Texas starter, Yovani Gallardo, wasn't someone I thought would be in the postseason mix as early as three weeks ago. It was more of a statement about how well the rest of the rotation was performing than Gallardo completely falling off a cliff, but I was nonetheless wrong. Derek Holland, Martin Perez and Colby Lewis each hiccuped down the stretch of the regular season, and by the time the series with the Blue Jays became official, Gallardo's right arm against the right-handed-heavy Toronto lineup became the best Game One option. Especially after Cole Hamels pitched a meaningful Game 162 vs. the Angels on Sunday. 

And just like the Rangers drew it up, Yovani delivered on Thursday. He only went 5 innings -- which has proven to be typical Second Half Gallardo -- but by surrendering only 2 runs gave the bullpen a shot to hold a lead in the latter innings. He struck out a lone hitter, walked one, and gave up 4 hits. It was an outcome the Rangers absolutely take. 

Leading 4-2, Jeff Banister rolled with rookie Keone Kela to start the 6th; his postseason career began with a bit of a thud, as Jose Bautista deposited an elevated fastball into the stands in left-center, cutting the Ranger lead to 4-3.

But that was about all we heard from Toronto for the rest of the game. As Joe Sheehan notes, the Rangers bullpen retired the next 9 Blue Jays on just 29 pitches (a shade over 3/per) after the Bautista HR, including two perfect innings from Jake Diekman. In the 9th, Banister summoned Sam Dyson for the save instead of Shawn Tolleson, a surprisingly shrewd decision considering Dyson is both (a) his best relief pitcher and (b) a better matchup against Toronto's power, inducing a machine-like 75.9% ground ball rate since being traded to Texas. 

To Banister's credit, he had a solid managerial debut in the postseason. Not only did he set his best overall lineup against the left-handed Price -- using Mike Napoli at 1B with Mitch Moreland coming off the bench -- he also didn't mess around with Yovani Gallardo too much. After only 79 pitches, Banister lifted Gallardo for the bullpen, the real strength of the Rangers as we know them. The recipe for Texas beating Toronto is to establish an early lead and let the bullpen go as long as it has to, and it worked on Thursday. 
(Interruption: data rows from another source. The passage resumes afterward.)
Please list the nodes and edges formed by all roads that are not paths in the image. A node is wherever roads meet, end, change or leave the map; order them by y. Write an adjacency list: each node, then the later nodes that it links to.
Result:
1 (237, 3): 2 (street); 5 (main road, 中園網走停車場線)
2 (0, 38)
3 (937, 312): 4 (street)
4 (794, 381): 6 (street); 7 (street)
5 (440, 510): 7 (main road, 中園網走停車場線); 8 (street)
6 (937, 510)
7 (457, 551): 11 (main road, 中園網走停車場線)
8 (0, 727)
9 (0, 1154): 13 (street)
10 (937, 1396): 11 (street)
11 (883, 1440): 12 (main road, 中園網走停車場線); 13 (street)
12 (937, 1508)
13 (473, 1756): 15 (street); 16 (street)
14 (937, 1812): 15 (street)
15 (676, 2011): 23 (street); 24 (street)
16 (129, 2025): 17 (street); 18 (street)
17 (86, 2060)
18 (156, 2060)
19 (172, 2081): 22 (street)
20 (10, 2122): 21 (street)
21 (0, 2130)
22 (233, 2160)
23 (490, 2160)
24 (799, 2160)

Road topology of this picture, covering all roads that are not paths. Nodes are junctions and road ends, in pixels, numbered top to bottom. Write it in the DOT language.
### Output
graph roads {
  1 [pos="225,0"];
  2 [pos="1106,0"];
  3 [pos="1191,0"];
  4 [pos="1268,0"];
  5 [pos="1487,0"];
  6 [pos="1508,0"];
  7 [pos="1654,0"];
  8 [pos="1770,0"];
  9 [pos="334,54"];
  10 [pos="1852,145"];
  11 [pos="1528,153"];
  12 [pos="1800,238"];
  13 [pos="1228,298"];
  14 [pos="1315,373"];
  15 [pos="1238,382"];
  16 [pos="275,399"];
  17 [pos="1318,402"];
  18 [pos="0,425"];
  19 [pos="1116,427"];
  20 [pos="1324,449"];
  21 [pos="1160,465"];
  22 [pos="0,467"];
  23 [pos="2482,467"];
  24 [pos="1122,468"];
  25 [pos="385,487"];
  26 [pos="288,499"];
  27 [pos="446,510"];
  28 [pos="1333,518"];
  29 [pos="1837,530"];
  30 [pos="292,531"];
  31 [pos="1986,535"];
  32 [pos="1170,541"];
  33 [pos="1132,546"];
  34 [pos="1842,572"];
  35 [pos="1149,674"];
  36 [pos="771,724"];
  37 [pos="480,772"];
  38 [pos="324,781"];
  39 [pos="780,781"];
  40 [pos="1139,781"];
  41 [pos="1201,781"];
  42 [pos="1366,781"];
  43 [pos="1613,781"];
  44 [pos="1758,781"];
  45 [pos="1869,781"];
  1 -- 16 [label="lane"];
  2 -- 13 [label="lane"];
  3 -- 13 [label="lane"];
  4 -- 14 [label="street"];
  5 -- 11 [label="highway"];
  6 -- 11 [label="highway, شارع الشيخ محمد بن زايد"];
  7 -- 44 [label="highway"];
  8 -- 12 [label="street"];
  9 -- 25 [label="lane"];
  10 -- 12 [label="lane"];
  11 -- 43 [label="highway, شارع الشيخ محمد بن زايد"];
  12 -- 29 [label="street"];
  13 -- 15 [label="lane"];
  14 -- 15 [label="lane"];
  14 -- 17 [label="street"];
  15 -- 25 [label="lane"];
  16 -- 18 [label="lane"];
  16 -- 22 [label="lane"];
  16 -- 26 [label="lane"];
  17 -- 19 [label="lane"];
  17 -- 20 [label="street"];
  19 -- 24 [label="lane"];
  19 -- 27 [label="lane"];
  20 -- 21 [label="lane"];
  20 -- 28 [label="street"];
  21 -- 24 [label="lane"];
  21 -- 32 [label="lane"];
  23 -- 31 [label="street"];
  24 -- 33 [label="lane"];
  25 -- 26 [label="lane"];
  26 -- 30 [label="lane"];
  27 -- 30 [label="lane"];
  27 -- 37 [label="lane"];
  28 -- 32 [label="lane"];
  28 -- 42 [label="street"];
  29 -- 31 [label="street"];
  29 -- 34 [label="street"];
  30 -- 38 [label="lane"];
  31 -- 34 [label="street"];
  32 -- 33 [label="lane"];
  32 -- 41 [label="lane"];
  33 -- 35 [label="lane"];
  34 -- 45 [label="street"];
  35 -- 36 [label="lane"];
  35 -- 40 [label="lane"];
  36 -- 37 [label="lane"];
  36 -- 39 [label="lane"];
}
This presents the best case scenario for the Rangers, having already clinched a split north of the border heading into the Cole Hamels start on Friday. Assuming Hamels would throw the theoretical Game 5, this means Toronto has to win 3 of its next 4 and at least once against the Rangers ace. They've lost the home field advantage, and won't get to use Price again until Game 4 at the earliest, which would be on three days rest if it happened. 

As for the potentially bad news: attempting to break up a double play in the first, Adrian Beltre hurt his back sliding into second. Evan Grant writes it's a lower back strain, and that Joey Gallo and Ed Lucas are traveling to Toronto in preparation for the worst. Should the Rangers deactivate Beltre, however, he would not be eligible to return until the World Series. It doesn't sound like that's the likely outcome, but it's hard to picture Beltre starting tomorrow based off how he looked after this Hall of Fame at bat.

The Rangers are up 1-0 in the ALDS and have Cole Hamels starting tomorrow. They can do this.